» Task
In full and without deviation, write out the entries that follow.

[Opening Data records section]

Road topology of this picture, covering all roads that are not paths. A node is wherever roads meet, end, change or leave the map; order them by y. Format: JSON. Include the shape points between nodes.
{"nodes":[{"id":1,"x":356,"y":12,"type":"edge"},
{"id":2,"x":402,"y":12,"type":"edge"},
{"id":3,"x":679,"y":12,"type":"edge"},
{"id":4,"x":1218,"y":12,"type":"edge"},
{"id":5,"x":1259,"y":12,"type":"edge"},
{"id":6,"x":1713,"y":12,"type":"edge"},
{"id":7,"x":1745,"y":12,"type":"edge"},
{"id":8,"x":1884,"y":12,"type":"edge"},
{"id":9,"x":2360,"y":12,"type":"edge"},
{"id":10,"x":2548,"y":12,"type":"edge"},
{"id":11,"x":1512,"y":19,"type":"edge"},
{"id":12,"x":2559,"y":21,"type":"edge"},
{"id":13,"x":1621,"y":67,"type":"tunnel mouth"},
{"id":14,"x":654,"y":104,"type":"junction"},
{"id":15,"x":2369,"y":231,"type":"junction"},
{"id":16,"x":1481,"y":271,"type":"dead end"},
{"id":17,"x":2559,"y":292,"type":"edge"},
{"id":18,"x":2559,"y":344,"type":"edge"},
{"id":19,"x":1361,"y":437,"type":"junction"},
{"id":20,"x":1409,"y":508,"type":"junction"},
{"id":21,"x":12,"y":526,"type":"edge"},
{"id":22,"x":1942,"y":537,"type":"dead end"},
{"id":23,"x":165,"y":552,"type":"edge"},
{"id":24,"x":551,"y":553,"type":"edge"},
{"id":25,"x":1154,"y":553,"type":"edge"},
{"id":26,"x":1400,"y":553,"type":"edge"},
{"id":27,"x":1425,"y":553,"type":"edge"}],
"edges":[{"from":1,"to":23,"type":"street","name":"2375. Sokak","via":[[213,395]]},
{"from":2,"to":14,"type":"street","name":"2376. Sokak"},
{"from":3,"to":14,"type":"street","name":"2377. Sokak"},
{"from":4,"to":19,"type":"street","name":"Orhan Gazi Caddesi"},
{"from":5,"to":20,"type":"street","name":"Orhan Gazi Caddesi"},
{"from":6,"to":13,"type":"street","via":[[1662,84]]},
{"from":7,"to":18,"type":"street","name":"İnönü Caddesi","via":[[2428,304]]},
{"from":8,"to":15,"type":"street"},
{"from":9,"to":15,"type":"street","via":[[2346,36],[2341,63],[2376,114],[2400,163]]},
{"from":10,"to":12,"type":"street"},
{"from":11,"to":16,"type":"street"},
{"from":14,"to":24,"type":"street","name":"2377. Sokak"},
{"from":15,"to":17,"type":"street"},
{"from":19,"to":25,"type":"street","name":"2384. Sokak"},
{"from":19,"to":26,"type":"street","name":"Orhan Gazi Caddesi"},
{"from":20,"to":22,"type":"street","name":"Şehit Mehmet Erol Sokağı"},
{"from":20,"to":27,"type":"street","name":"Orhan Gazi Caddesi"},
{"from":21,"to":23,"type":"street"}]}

[Closing Data records section]

» Exercise output
Road topology of this picture, covering all roads that are not paths. A node is wherever roads meet, end, change or leave the map; order them by y. Format: JSON. Include the shape points between nodes.
{"nodes":[{"id":1,"x":356,"y":12,"type":"edge"},
{"id":2,"x":402,"y":12,"type":"edge"},
{"id":3,"x":679,"y":12,"type":"edge"},
{"id":4,"x":1218,"y":12,"type":"edge"},
{"id":5,"x":1259,"y":12,"type":"edge"},
{"id":6,"x":1713,"y":12,"type":"edge"},
{"id":7,"x":1745,"y":12,"type":"edge"},
{"id":8,"x":1884,"y":12,"type":"edge"},
{"id":9,"x":2360,"y":12,"type":"edge"},
{"id":10,"x":2548,"y":12,"type":"edge"},
{"id":11,"x":1512,"y":19,"type":"edge"},
{"id":12,"x":2559,"y":21,"type":"edge"},
{"id":13,"x":1621,"y":67,"type":"tunnel mouth"},
{"id":14,"x":654,"y":104,"type":"junction"},
{"id":15,"x":2369,"y":231,"type":"junction"},
{"id":16,"x":1481,"y":271,"type":"dead end"},
{"id":17,"x":2559,"y":292,"type":"edge"},
{"id":18,"x":2559,"y":344,"type":"edge"},
{"id":19,"x":1361,"y":437,"type":"junction"},
{"id":20,"x":1409,"y":508,"type":"junction"},
{"id":21,"x":12,"y":526,"type":"edge"},
{"id":22,"x":1942,"y":537,"type":"dead end"},
{"id":23,"x":165,"y":552,"type":"edge"},
{"id":24,"x":551,"y":553,"type":"edge"},
{"id":25,"x":1154,"y":553,"type":"edge"},
{"id":26,"x":1400,"y":553,"type":"edge"},
{"id":27,"x":1425,"y":553,"type":"edge"}],
"edges":[{"from":1,"to":23,"type":"street","name":"2375. Sokak","via":[[213,395]]},
{"from":2,"to":14,"type":"street","name":"2376. Sokak"},
{"from":3,"to":14,"type":"street","name":"2377. Sokak"},
{"from":4,"to":19,"type":"street","name":"Orhan Gazi Caddesi"},
{"from":5,"to":20,"type":"street","name":"Orhan Gazi Caddesi"},
{"from":6,"to":13,"type":"street","via":[[1662,84]]},
{"from":7,"to":18,"type":"street","name":"İnönü Caddesi","via":[[2428,304]]},
{"from":8,"to":15,"type":"street"},
{"from":9,"to":15,"type":"street","via":[[2346,36],[2341,63],[2376,114],[2400,163]]},
{"from":10,"to":12,"type":"street"},
{"from":11,"to":16,"type":"street"},
{"from":14,"to":24,"type":"street","name":"2377. Sokak"},
{"from":15,"to":17,"type":"street"},
{"from":19,"to":25,"type":"street","name":"2384. Sokak"},
{"from":19,"to":26,"type":"street","name":"Orhan Gazi Caddesi"},
{"from":20,"to":22,"type":"street","name":"Şehit Mehmet Erol Sokağı"},
{"from":20,"to":27,"type":"street","name":"Orhan Gazi Caddesi"},
{"from":21,"to":23,"type":"street"}]}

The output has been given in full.